● **ASSIGNMENT**:
Your task is to filter the entries and copy every line containing the string "SHELBOURNE".

● **EXTRACTED RECORDS**:

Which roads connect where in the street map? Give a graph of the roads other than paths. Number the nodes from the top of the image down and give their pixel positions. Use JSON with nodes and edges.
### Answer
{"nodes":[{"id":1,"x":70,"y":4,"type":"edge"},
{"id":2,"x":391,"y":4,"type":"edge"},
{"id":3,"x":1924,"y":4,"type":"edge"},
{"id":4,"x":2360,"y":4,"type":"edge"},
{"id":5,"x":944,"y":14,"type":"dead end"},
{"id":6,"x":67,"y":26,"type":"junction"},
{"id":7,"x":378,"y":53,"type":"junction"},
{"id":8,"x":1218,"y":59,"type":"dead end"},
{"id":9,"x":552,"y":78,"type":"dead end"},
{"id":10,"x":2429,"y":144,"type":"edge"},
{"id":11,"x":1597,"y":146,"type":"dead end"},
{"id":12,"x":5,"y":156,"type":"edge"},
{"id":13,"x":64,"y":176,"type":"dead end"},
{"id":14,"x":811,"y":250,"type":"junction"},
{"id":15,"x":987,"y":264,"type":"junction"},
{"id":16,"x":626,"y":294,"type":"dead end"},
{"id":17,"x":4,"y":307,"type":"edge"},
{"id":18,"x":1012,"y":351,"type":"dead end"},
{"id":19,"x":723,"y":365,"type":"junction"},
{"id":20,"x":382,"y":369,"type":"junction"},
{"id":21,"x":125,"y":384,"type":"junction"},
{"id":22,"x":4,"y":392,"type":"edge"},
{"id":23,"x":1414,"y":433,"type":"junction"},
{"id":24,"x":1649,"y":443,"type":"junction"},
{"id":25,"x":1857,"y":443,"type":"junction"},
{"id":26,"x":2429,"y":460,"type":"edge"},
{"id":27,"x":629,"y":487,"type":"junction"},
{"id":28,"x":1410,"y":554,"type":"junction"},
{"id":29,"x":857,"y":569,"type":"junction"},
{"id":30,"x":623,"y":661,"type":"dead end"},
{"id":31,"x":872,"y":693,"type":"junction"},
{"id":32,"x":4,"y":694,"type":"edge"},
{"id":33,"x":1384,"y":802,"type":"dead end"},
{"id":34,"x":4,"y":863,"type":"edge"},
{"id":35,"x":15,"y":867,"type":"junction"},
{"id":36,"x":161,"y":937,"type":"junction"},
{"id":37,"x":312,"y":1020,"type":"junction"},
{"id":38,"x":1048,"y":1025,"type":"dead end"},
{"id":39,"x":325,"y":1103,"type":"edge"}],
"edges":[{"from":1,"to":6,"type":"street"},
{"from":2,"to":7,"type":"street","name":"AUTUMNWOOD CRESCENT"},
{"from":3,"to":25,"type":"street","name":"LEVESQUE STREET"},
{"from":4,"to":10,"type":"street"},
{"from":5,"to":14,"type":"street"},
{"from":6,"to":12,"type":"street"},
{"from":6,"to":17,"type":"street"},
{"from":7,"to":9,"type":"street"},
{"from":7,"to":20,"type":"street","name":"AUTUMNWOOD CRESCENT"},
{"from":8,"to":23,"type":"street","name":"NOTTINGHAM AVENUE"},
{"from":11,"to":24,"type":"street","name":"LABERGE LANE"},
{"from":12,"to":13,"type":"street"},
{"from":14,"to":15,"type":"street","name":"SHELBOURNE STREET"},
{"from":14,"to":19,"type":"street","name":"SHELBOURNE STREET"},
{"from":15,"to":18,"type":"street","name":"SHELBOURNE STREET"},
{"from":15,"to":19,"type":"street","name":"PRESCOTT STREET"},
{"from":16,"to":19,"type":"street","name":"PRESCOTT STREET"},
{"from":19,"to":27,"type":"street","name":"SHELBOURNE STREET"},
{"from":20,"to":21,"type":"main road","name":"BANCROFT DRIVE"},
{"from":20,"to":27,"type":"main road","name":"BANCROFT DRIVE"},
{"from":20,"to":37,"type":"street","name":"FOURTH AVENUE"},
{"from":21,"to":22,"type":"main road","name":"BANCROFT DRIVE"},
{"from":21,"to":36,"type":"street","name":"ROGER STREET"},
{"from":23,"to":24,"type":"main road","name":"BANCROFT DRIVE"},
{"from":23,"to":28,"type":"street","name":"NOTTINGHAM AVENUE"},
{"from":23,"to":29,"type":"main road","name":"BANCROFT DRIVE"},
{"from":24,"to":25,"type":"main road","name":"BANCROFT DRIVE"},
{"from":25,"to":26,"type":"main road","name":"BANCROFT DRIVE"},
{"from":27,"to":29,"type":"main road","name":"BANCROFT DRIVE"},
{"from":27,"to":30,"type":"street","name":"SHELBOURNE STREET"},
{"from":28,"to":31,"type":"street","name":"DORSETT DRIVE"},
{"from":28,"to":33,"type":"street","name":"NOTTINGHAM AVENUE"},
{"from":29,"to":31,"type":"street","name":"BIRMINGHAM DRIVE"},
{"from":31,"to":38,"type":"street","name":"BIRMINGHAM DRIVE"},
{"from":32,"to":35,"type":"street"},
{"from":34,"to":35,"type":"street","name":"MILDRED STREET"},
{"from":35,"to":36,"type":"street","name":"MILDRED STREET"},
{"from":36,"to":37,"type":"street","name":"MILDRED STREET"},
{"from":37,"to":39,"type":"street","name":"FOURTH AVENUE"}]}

● **EXERCISE RESULT**:
{"from":14,"to":15,"type":"street","name":"SHELBOURNE STREET"},
{"from":14,"to":19,"type":"street","name":"SHELBOURNE STREET"},
{"from":15,"to":18,"type":"street","name":"SHELBOURNE STREET"},
{"from":19,"to":27,"type":"street","name":"SHELBOURNE STREET"},
{"from":27,"to":30,"type":"street","name":"SHELBOURNE STREET"},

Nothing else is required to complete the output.